Daraus folgt, dass der Abänderungsbescheid der belangten Behörde vom 24.08.2020 zwar teilweise rechtswidrig, jedoch insgesamt rechtswirksam geworden ist, was für den gegenständlichen Fall bedeutet, dass es auch für den Zeitraum 01.01.2021 bis 28.02.2021 eine rechtskräftige Entscheidung gibt, über die nicht neuerlich abgesprochen werden darf. Dass der rechtskräftige Abänderungsbescheid vom 24.08.2020 zeitlich nach dem gegenständlich bekämpften Abänderungsbescheid erlassen wurde, ist ohne Belang, zumal das Landesverwaltungsgericht die Sach- und Rechtslage zum Zeitpunkt seiner Entscheidung zu berücksichtigen hat. Da zum Zeitpunkt der Entscheidung des Landesverwaltungsgerichtes hinsichtlich des gegenständlich bekämpften Abänderungsbescheides auch eine rechtskräftige Entscheidung über den Kostenzuschuss für die 24-Stunden-Betreuung im Zeitraum 01.01.2021 bis 28.02.2021 vorliegt, besteht auch hinsichtlich dieses Zeitraumes „ne bis in idem“, weshalb der bekämpfte Abänderungsbescheid auch hinsichtlich dieses Zeitraumes zu beheben ist.

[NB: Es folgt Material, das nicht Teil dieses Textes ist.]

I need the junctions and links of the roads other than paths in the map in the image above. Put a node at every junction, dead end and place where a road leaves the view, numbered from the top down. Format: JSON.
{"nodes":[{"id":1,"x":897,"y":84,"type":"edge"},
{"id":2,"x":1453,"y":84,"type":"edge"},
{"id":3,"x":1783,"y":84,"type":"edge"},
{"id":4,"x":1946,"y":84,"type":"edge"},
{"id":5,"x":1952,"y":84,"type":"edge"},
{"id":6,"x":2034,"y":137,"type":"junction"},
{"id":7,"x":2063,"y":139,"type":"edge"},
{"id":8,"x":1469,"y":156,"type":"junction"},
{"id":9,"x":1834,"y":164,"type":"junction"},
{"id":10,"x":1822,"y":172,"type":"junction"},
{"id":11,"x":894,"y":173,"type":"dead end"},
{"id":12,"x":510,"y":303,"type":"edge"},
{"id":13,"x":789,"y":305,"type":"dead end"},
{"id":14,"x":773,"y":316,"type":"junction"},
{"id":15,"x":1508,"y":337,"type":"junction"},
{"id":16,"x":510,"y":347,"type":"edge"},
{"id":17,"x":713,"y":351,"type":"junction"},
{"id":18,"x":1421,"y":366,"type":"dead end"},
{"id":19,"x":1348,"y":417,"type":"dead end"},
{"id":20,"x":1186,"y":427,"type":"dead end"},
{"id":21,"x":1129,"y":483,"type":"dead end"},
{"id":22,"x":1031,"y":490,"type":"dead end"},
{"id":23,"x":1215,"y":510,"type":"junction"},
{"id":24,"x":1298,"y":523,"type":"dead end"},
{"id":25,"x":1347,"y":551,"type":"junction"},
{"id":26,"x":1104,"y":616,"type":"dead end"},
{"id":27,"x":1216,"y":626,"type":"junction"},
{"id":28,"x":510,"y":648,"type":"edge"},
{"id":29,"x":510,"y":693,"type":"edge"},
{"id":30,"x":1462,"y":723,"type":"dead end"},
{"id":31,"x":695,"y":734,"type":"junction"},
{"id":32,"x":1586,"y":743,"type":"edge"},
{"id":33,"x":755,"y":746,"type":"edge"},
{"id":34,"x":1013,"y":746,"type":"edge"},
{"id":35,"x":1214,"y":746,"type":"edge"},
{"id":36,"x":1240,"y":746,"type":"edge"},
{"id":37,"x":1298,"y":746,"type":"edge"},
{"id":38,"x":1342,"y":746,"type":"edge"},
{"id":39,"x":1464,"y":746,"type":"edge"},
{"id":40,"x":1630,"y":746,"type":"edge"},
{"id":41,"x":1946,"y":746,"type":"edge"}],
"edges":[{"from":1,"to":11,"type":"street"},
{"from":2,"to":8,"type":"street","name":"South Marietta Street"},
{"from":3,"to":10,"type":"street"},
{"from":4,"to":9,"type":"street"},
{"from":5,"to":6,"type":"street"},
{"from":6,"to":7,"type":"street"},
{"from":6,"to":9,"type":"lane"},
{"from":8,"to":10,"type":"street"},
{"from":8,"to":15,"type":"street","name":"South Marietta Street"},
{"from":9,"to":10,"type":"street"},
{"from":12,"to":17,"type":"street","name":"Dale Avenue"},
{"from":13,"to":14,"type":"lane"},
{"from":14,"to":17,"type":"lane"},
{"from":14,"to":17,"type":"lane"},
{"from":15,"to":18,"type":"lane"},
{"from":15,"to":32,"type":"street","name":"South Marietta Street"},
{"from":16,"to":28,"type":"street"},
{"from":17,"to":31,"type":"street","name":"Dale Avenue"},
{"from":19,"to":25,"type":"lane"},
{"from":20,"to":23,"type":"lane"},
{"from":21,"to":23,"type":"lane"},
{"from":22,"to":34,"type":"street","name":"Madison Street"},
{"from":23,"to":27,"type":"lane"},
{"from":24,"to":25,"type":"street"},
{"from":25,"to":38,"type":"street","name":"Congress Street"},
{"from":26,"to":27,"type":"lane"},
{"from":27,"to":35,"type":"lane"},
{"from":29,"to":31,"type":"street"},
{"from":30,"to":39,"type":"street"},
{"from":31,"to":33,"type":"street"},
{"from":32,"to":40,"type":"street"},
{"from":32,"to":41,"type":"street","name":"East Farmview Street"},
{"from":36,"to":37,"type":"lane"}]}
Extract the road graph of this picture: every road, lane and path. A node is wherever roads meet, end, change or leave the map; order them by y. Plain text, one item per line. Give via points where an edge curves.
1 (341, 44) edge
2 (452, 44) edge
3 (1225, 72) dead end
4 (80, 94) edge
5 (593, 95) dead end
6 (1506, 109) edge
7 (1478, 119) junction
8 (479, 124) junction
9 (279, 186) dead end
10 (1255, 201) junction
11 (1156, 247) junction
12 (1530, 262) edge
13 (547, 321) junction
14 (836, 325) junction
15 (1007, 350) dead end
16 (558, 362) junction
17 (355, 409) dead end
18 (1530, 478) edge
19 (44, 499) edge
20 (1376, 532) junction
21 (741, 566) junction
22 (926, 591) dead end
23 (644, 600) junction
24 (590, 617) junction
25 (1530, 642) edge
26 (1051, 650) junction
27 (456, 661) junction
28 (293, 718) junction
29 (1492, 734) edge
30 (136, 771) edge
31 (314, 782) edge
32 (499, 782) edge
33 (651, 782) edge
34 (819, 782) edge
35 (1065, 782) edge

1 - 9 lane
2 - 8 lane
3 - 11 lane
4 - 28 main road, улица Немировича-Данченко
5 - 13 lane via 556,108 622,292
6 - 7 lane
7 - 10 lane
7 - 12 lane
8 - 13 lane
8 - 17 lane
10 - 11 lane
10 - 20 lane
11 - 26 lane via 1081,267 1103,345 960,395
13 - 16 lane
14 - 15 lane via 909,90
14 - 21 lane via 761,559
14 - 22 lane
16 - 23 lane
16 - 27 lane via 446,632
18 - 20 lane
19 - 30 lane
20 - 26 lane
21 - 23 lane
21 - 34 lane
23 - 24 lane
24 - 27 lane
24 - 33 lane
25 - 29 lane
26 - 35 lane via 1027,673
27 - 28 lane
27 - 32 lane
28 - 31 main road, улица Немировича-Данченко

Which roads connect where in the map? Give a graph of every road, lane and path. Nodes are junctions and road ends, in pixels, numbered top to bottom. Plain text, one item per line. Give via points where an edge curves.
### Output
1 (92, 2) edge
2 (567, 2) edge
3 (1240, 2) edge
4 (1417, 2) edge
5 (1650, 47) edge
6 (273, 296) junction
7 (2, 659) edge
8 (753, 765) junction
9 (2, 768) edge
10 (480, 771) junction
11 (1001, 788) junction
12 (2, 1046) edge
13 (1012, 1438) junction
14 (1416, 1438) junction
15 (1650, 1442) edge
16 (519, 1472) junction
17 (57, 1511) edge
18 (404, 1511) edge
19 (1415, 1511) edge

Zusammenfassend ist auszuführen, dass es für den gesamten Zeitraum, für den mit dem bekämpften Abänderungsbescheid über den Kostenzuschuss zur 24-Stunden-Betreuung abgesprochen wurde, bereits rechtskräftige Entscheidungen der belangten Behörde gibt, wodurch die neuerliche Entscheidung in dieser Causa nicht rechtmäßig erfolgt ist und der bekämpfte Abänderungsbescheid daher zur Gänze ersatzlos zu beheben war.

Der Vollständigkeit halber wird ausgeführt, dass der im bekämpften Bescheid unter dem Titel „Bitte beachten“ angefügte Absatz, wonach eine Überzahlung von den zukünftigen monatlichen Zahlungen einbehalten würde, jeglicher gesetzlicher Grundlage entbehrt. Das Steiermärkische Sozialhilfegesetz sieht lediglich eine Rückerstattungspflicht für zu Unrecht empfangene Leistungen vor und zwar ausschließlich dann, wenn der Hilfeempfänger seine Anzeigepflicht verletzt hat. Ansonsten besteht nach den geltenden gesetzlichen Bestimmungen für die Behörde keine Möglichkeit, zu hoch bemessene Leistungen zurückzufordern bzw. mit geltenden Ansprüchen gegenzurechnen.

Zu Spruchpunkt II.

Unzulässigkeit der ordentlichen Revision:

Die ordentliche Revision ist unzulässig, da keine Rechtsfrage im Sinne des Art. 133 Abs 4 B-VG zu beurteilen war, der grundsätzliche Bedeutung zukommt. Weder weicht die gegenständliche Entscheidung von der bisherigen Rechtsprechung des Verwaltungsgerichtshofes ab, noch fehlt es an einer Rechtsprechung. Weiters ist die dazu vorliegende Rechtsprechung des Verwaltungsgerichtshofes auch nicht als uneinheitlich zu beurteilen. Ebenfalls liegen keine sonstigen Hinweise auf eine grundsätzliche Bedeutung der zu lösenden Rechtsfrage vor.